Father's Day for me has become a day for Eric and his sister. Historically, it has been a day when children honor fathers, but in my present state and emotional economy, Father's Day is the day I, as a father, want to honor my children.
Eric carries my father's name, Stanley, as his middle name and my middle name is his first. It is in Eric that I find my greatest pride.
My daughter's middle name is 'Joy' and it has been befitting since the day she was born. She has been the joy of my life from the moment the doctor allowed me to help with her delivery, and I held her in my arms. She is my greatest Joy.
As the events of this year continue to unfold, I see Father's Day differently. In many ways the last 200+ days have been Eric's days. As I wake each morning and thank God for sparing his life another day and pray for Eric's continued safety and freedom, the days have been about justice and freedom for him. Last year, on Father's Day, I was in San Juan del Sur spending it with Eric. That was the first time I met Doris, the lovely young lady whose loss has changed the world for all of us.
I am blessed to have had many fond memories of times with my father. I remember when I was a kid, bumping along the dusty roads of Northern California, learning to drive in his old pickup truck. When I was 8 he taught me how to drive on those old back roads. I remember doing some of the same with both Eric and his sister. When Eric was very young I would sit him on my lap in my old Nissan pickup and let him shift the gears as I depressed the clutch and taught him to steer the car down some of the back roads of Tennessee. Hopefully, his memory of those times is as pleasant as mine.

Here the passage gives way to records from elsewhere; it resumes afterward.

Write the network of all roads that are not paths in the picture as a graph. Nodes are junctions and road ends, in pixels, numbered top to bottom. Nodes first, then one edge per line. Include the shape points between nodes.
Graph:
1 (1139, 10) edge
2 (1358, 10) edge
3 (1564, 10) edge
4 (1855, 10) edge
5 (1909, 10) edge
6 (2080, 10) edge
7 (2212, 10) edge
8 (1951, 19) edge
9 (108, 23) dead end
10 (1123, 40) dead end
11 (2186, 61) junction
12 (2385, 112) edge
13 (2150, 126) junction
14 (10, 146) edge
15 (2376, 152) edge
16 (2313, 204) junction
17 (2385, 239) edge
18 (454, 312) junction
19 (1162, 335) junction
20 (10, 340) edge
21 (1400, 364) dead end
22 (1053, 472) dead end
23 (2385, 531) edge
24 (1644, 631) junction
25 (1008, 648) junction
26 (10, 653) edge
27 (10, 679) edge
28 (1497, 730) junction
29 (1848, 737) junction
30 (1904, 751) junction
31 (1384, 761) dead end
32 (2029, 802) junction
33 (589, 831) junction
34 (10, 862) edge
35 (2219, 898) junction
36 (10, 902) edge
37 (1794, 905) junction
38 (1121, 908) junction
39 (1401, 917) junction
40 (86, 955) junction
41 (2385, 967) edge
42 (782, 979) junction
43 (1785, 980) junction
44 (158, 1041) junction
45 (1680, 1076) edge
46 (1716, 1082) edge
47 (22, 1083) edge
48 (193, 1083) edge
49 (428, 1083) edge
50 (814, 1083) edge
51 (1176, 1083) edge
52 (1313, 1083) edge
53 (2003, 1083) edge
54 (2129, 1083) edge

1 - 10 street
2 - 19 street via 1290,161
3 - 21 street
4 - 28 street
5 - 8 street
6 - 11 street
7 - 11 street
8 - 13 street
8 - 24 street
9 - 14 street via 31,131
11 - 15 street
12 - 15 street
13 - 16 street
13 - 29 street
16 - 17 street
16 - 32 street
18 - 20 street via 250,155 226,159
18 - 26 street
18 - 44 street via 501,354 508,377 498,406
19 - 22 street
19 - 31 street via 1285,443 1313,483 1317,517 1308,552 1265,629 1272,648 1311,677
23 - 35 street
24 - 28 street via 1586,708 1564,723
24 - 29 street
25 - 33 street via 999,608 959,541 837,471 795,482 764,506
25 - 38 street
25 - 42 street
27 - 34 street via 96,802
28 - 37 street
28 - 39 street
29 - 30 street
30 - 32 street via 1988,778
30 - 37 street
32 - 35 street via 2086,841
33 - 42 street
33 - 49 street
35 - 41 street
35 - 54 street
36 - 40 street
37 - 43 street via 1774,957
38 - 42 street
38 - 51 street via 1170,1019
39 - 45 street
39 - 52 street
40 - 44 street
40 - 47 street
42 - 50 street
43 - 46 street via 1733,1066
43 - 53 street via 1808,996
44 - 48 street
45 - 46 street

As Eric faces the possibility of spending 30 years in prison, I'm certain he is wondering if he'll ever be a father. It breaks my heart for him, considering the joy he brought to me when he was a little guy, the pride he brings to me as a young man, and the strength he shares with all of us as a man facing some of the hardest days a human being could imagine. He continues to endure and embrace this test with continued grace and humility. I admire him more than I will ever be able to express.
My prayer is that as we seek his freedom and as the success of that battle finds him back home one day, I will be able to play with Eric's children and celebrate Father's Day with him as his children run and jump into his loving arms. Eric will be the best; he's always had such a tender spirit toward little ones. He has a special place in his heart for children; his own children will be the luckiest of all.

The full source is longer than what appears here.